Kinder Morgan reported record fourth‑quarter 2025 revenue of $4.51 billion, up 10% from $4.10 billion a year earlier, and adjusted earnings per share of $0.39, beating consensus estimates of $0.37 (or $0.36) by $0.02–$0.03. Net income attributable to the company rose to $996 million, a 49% increase from the same quarter last year, while adjusted EBITDA climbed 10% year‑over‑year to $2.27 billion. The company also raised its quarterly cash dividend to $0.2925 per share, a 2% increase from the prior quarter, and will pay the dividend on February 17 to shareholders of record as of February 2.
The revenue beat was driven largely by the Natural Gas Pipelines segment, which captured higher transport volumes and benefited from favorable pricing in the U.S. and Canadian markets. The segment’s contribution to total revenue grew to $3.90 billion, up 12% from the prior year, while the Products Pipelines and Terminals segments grew modestly, reflecting stable demand for refined products and storage services.
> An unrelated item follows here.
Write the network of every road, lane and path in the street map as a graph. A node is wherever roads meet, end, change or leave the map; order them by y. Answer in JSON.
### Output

The company’s fee‑based, long‑term contract model helped lock in revenue and mitigate price volatility.
Margin expansion was modest but meaningful. Adjusted EBITDA margin rose to 50.2% from 48.9% a year earlier, supported by disciplined cost management and the higher mix of high‑margin natural gas transport. Net income margin increased to 22.1% from 20.5%, reflecting both revenue growth and effective operating leverage. The company’s net debt to adjusted EBITDA ratio improved to 3.8x, underscoring a stronger balance sheet and positioning for future capital projects.
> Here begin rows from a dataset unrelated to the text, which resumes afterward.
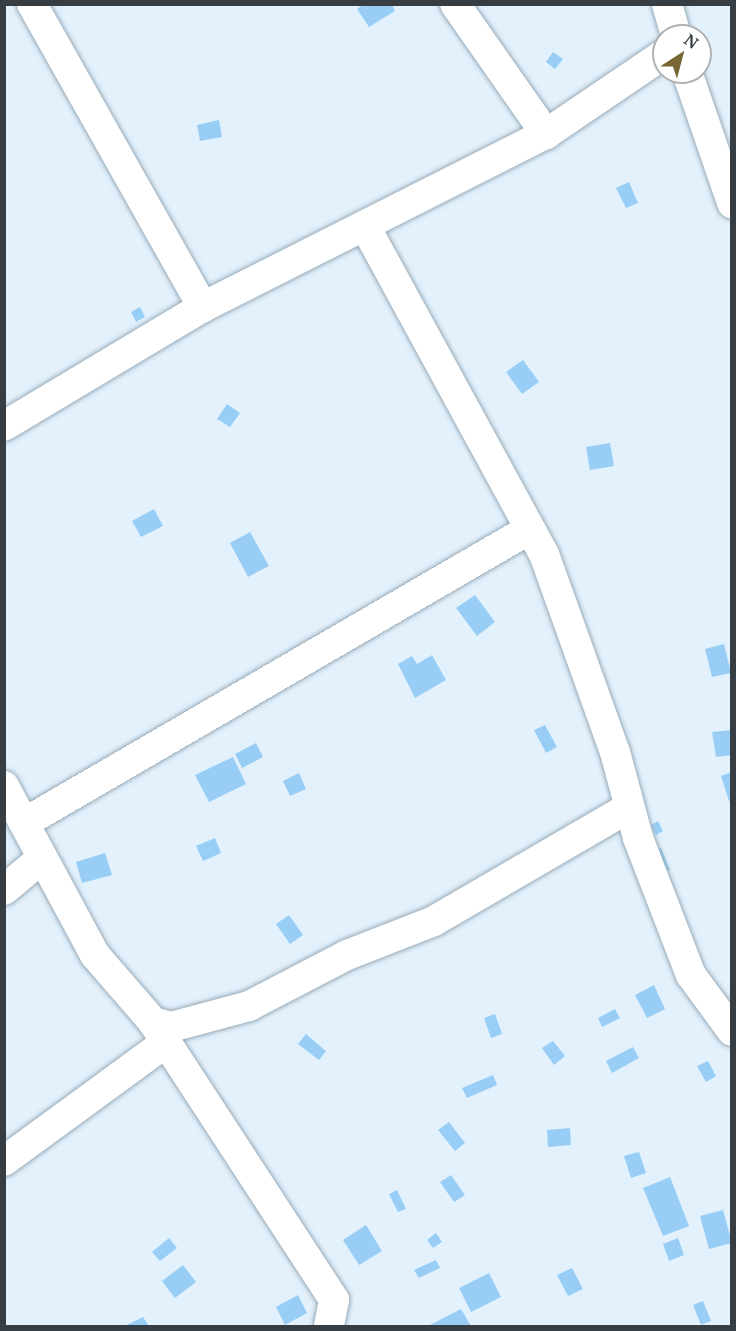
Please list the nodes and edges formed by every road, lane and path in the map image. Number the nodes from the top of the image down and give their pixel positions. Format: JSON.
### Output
{"nodes":[{"id":1,"x":32,"y":4,"type":"edge"},
{"id":2,"x":455,"y":4,"type":"edge"},
{"id":3,"x":667,"y":4,"type":"edge"},
{"id":4,"x":673,"y":24,"type":"edge"},
{"id":5,"x":652,"y":62,"type":"edge"},
{"id":6,"x":691,"y":84,"type":"edge"},
{"id":7,"x":546,"y":134,"type":"junction"},
{"id":8,"x":729,"y":192,"type":"edge"},
{"id":9,"x":364,"y":226,"type":"junction"},
{"id":10,"x":203,"y":307,"type":"junction"},
{"id":11,"x":4,"y":426,"type":"edge"},
{"id":12,"x":530,"y":529,"type":"junction"},
{"id":13,"x":4,"y":786,"type":"edge"},
{"id":14,"x":628,"y":808,"type":"junction"},
{"id":15,"x":24,"y":823,"type":"junction"},
{"id":16,"x":41,"y":859,"type":"junction"},
{"id":17,"x":4,"y":890,"type":"edge"},
{"id":18,"x":732,"y":1031,"type":"edge"},
{"id":19,"x":159,"y":1032,"type":"junction"},
{"id":20,"x":4,"y":1161,"type":"edge"},
{"id":21,"x":329,"y":1326,"type":"edge"}],
"edges":[{"from":1,"to":10,"type":"street"},
{"from":2,"to":7,"type":"street"},
{"from":3,"to":4,"type":"street"},
{"from":5,"to":7,"type":"street"},
{"from":6,"to":8,"type":"street"},
{"from":7,"to":9,"type":"street"},
{"from":9,"to":10,"type":"street"},
{"from":9,"to":12,"type":"street"},
{"from":10,"to":11,"type":"street"},
{"from":12,"to":14,"type":"street"},
{"from":12,"to":15,"type":"street"},
{"from":13,"to":15,"type":"street"},
{"from":14,"to":18,"type":"street"},
{"from":14,"to":19,"type":"street"},
{"from":15,"to":16,"type":"street"},
{"from":16,"to":17,"type":"street"},
{"from":16,"to":19,"type":"street"},
{"from":19,"to":20,"type":"street"},
{"from":19,"to":21,"type":"street"}]}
Kinder Morgan’s project backlog reached $10 billion, with 90% concentrated in natural gas pipelines. The company is budgeting $3 billion in growth capital expenditures for 2026 and has received credit rating upgrades to BBB+ from Fitch and BBB positive from S&P, reflecting its improved liquidity and debt profile. Management highlighted the backlog as a key driver of future growth and emphasized continued focus on high‑return projects in the natural gas corridor.
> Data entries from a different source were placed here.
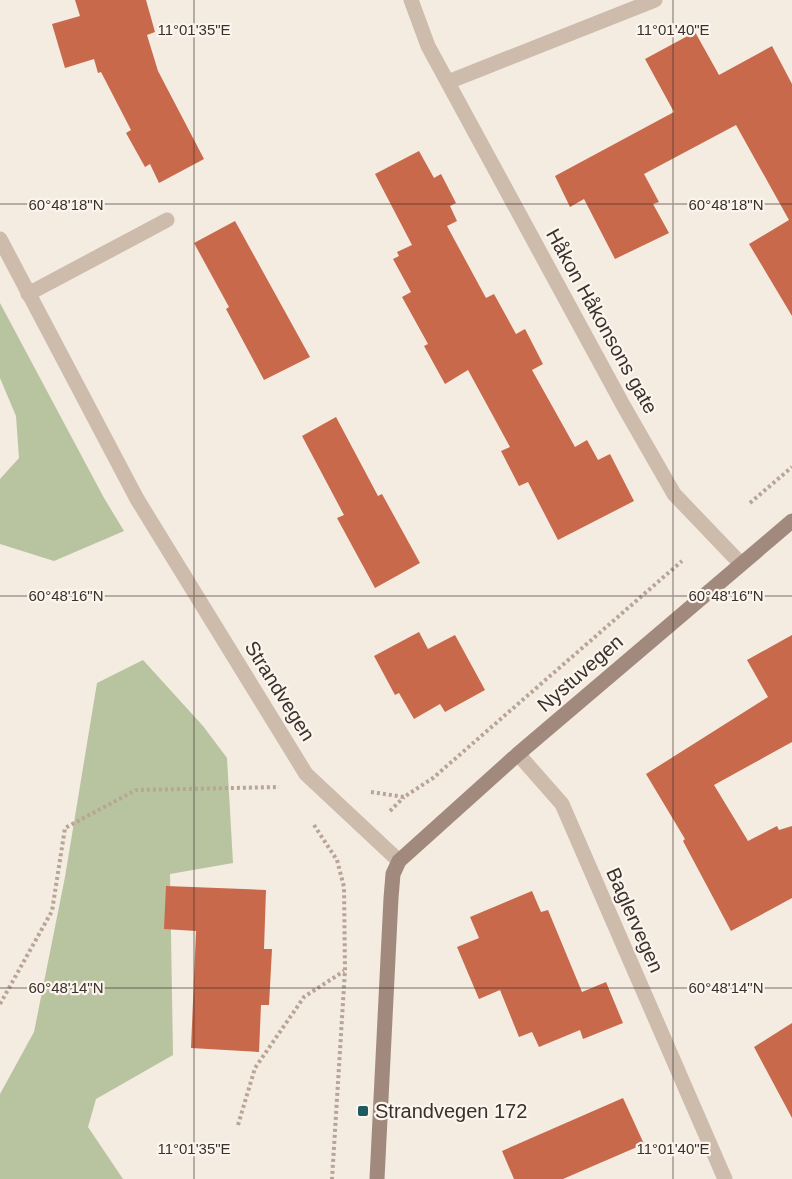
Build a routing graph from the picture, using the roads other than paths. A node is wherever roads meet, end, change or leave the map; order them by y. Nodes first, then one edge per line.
1 (411, 0) edge
2 (655, 0) edge
3 (448, 82) junction
4 (167, 220) dead end
5 (0, 240) edge
6 (28, 294) junction
7 (792, 521) edge
8 (741, 564) junction
9 (518, 754) junction
10 (399, 861) junction
11 (376, 1179) edge
12 (725, 1179) edge

1 - 3 street, Håkon Håkonsons gate
2 - 3 street
3 - 8 street, Håkon Håkonsons gate
4 - 6 street
5 - 6 street, Strandvegen
6 - 10 street, Strandvegen
7 - 8 main road, Nystuvegen
8 - 9 main road, Nystuvegen
9 - 10 main road, Nystuvegen
9 - 12 street, Baglervegen
10 - 11 main road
Executive Chairman Richard Kinder said the company remains “confident in the long‑term trajectory of natural gas demand, especially as Europe seeks diversified energy sources.” CEO Kimberly Dang noted that the quarter’s performance “underscores the strength of our fee‑based model and our ability to fund capital projects while delivering solid cash flow.” CFO David Michels added that the company’s cost discipline and operational efficiency “have been critical to sustaining margin expansion in a competitive market.”